In another example, a heat exchanger for a water heater having a burner includes an outer tube extending longitudinally along a centerline from a first end adjacent the burner to a second end. Indentations are formed along the length of the outer tube and extend towards the centerline. An inner member extends through the outer tube from a first end positioned upstream of all the indentations to a second end aligned with the second end of the outer tube. The inner member extends between the indentations such that flue gases from the burner flow in a passage between the inner member and the outer tube from the first end to the second end of the outer tube. The indentations are arranged in pairs having the same longitudinal position and extending towards one another and towards the inner member.
Other objects and advantages and a fuller understanding of the invention will be had from the following detailed description and the accompanying drawings.
The present invention relates generally to water heaters and more specifically to a flue tube heat exchanger for water heaters having enhanced heat transfer capability. Referring to
A gas burner 18 is provided at the bottom of the water heater 21 behind a partition 23 in the water heater separating the gas burner from the heating chamber 22. An example heat exchanger 10 extends through the heating chamber 22 and is fluidly connected to the gas burner 18 at the bottom of the water heater 21 and an exhaust or vent system 25 at the top of the water heater.
The heat exchanger 10 includes a pair of members 12, 30 for transferring heat from the flue gases produced by the gas burner 18 to the water within the heating chamber 22. In the example shown, both members 12, 30 are tubes. The first or flue tube 12 extends longitudinally along a centerline 13 from a first/inlet end 17 or a second/exit end 19. The first end 17 extends through the partition 23 and is in fluid communication with the gas burner 18. The second end 19 is in fluid communication with the vent system 25. The first tube 12 can be formed from metal or any material having high thermal conductivity.
At least one parabolic shaped indentation 15 is pressed into the first tube 12 towards the centerline 13 to a depth necessary to provide a desired restriction. In the example shown, the indentations 15 can be pressed into the first tube 12 in pairs located diametrically across the tube from one another. In this configuration, confronting/opposing indentations 15 cooperate to define a dimple 20. The dimples 20 can be arranged such that a pair of dimples—and therefore four indentations 15—is provided at the same longitudinal position along the length of the first tube 12. The dimples 20 can be symmetrically arranged about the centerline 13 at the same location and collectively referred to herein as a “dimple set” for clarity.

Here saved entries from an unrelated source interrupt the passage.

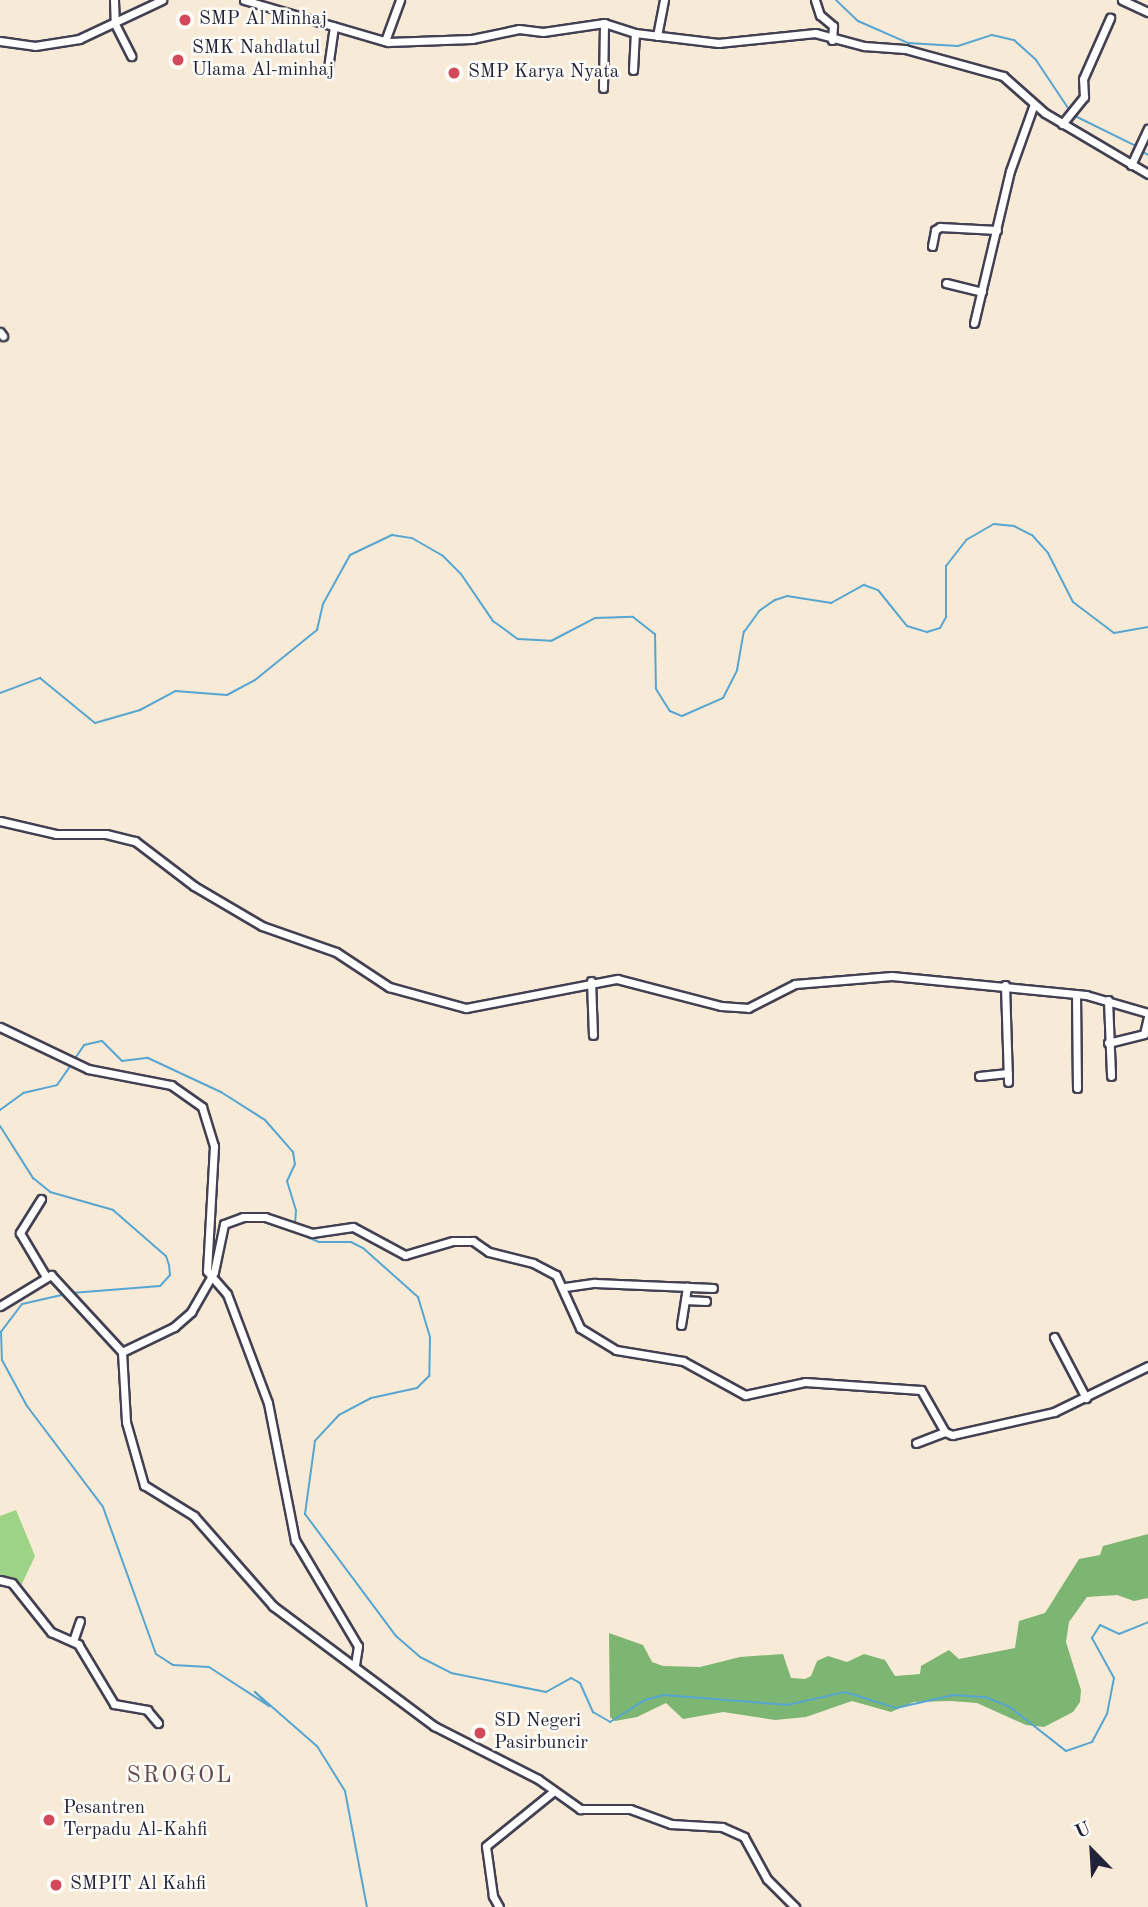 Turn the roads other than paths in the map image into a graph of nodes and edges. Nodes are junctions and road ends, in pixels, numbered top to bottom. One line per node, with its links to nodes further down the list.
1 (114, 0): 12 (street)
2 (162, 0): 12 (street)
3 (244, 0): 8 (street)
4 (400, 0): 18 (street)
5 (664, 0): 15 (street)
6 (815, 0): 16 (street)
7 (1122, 0): 9 (street)
8 (260, 1): 13 (street)
9 (1148, 12)
10 (1110, 18): 24 (street)
11 (604, 23): 14 (street); 18 (street); 22 (street)
12 (115, 24): 17 (street); 19 (street)
13 (334, 26): 18 (street); 20 (street)
14 (635, 33): 15 (street); 21 (street)
15 (657, 36): 16 (street)
16 (832, 40): 23 (street)
17 (0, 41)
18 (385, 41)
19 (131, 55)
20 (328, 68)
21 (633, 70)
22 (603, 88)
23 (1034, 104): 24 (street); 28 (street)
24 (1062, 124): 26 (street)
25 (1148, 129): 26 (street)
26 (1131, 165): 27 (street)
27 (1148, 174)
28 (998, 229): 29 (street); 31 (street)
29 (932, 246)
30 (946, 282): 31 (street)
31 (982, 292): 32 (street)
32 (974, 323)
33 (0, 821): 34 (street)
34 (590, 981): 35 (street); 40 (street)
35 (1005, 985): 36 (street); 42 (street)
36 (1076, 994): 37 (street); 44 (street)
37 (1108, 1000): 38 (street); 41 (street)
38 (1148, 1014): 41 (street)
39 (0, 1027): 47 (street)
40 (593, 1035)
41 (1108, 1043): 43 (street)
42 (979, 1076)
43 (1111, 1076)
44 (1077, 1088)
45 (41, 1199): 46 (street)
46 (45, 1275): 53 (street); 56 (street)
47 (210, 1279): 49 (street); 56 (street); 64 (street)
48 (687, 1286): 49 (street); 50 (street); 51 (street)
49 (565, 1287): 59 (street)
50 (713, 1288)
51 (685, 1300): 52 (street); 54 (street)
52 (706, 1301)
53 (0, 1306)
54 (681, 1325)
55 (1054, 1338): 58 (street)
56 (121, 1352): 64 (street)
57 (1148, 1366): 58 (street)
58 (1086, 1398): 59 (street)
59 (945, 1432): 60 (street)
60 (916, 1443)
61 (0, 1580): 63 (street)
62 (80, 1621): 63 (street)
63 (73, 1641): 65 (street)
64 (355, 1665): 66 (street)
65 (158, 1723)
66 (554, 1791): 67 (street); 68 (street)
67 (499, 1907)
68 (794, 1907)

That said, the dimple sets can have the same rotational position relative to the centerline 13 as one another or different rotational positions. As shown, every other dimple set is rotated about 45° from the dimple sets on either side of it. Other rotational positions are contemplated.
In another example, a series of parallel planes extend through the first tube 12 along the length thereof (not shown). Each plane can include one or more of the indentations 15. Each plane can include the same number of indentations 15 of different numbers of indentations. The indentations 15 in each plane can confront one another or not confront one another and, thus, the indentation(s) in a plane may or may not form a dimple(s) 20.
The indentations 15 in each plane can be longitudinally aligned with the indentations in other planes or rotationally offset therefrom about the centerline 13. That said, the indentations 15 can be symmetrically or asymmetrically arranged about the centerline 13 in each plane and/or along the length of the first tube 12. The specific configuration and arrangement of the indentations 15 will depend on the desired operating parameter(s) of the heat exchanger 10.
The number of indentations 15 [and dimples 20, when present] used, as well as the exact shape of the indentations, can be adjusted to vary the restricting and turbulating characteristics of the first tube 12. Example configurations for the dimples 20 are shown and described in U.S. Patent Publication 2002/0005275, the entirety of which is incorporated herein.
The second member or tube 30 extends longitudinally along a centerline 32 from a first end 34 to a second end 36. The second tube 30 is positioned within the first tube 12. As shown, a bracket, e.g., a T-shaped bracket 41, is connected to the second end 36. In one example, the second end 36 is crimped (indicated at 39 in
The legs of the bracket 41 are positioned on the second end 19 such that the second ends 19, 36 are longitudinally aligned. The first end 34 can terminate upstream of the furthest upstream indentation 15 in the first tube 12 and therefore be longitudinally spaced from the first end 17 of the first tube. Regardless, the centerlines 13, 32 are co-axial with one another.
The second member 30 is specifically configured to prevent fluid flow through the entire length of the second member. To this end, in lieu of or in addition to the crimped second end 36, the first end 34 can be closed in a fluid-tight manner. To this end, the first end 34 can be pinched/sealed or the second member 30 can be formed as a solid, elongated member without a central passage (not shown).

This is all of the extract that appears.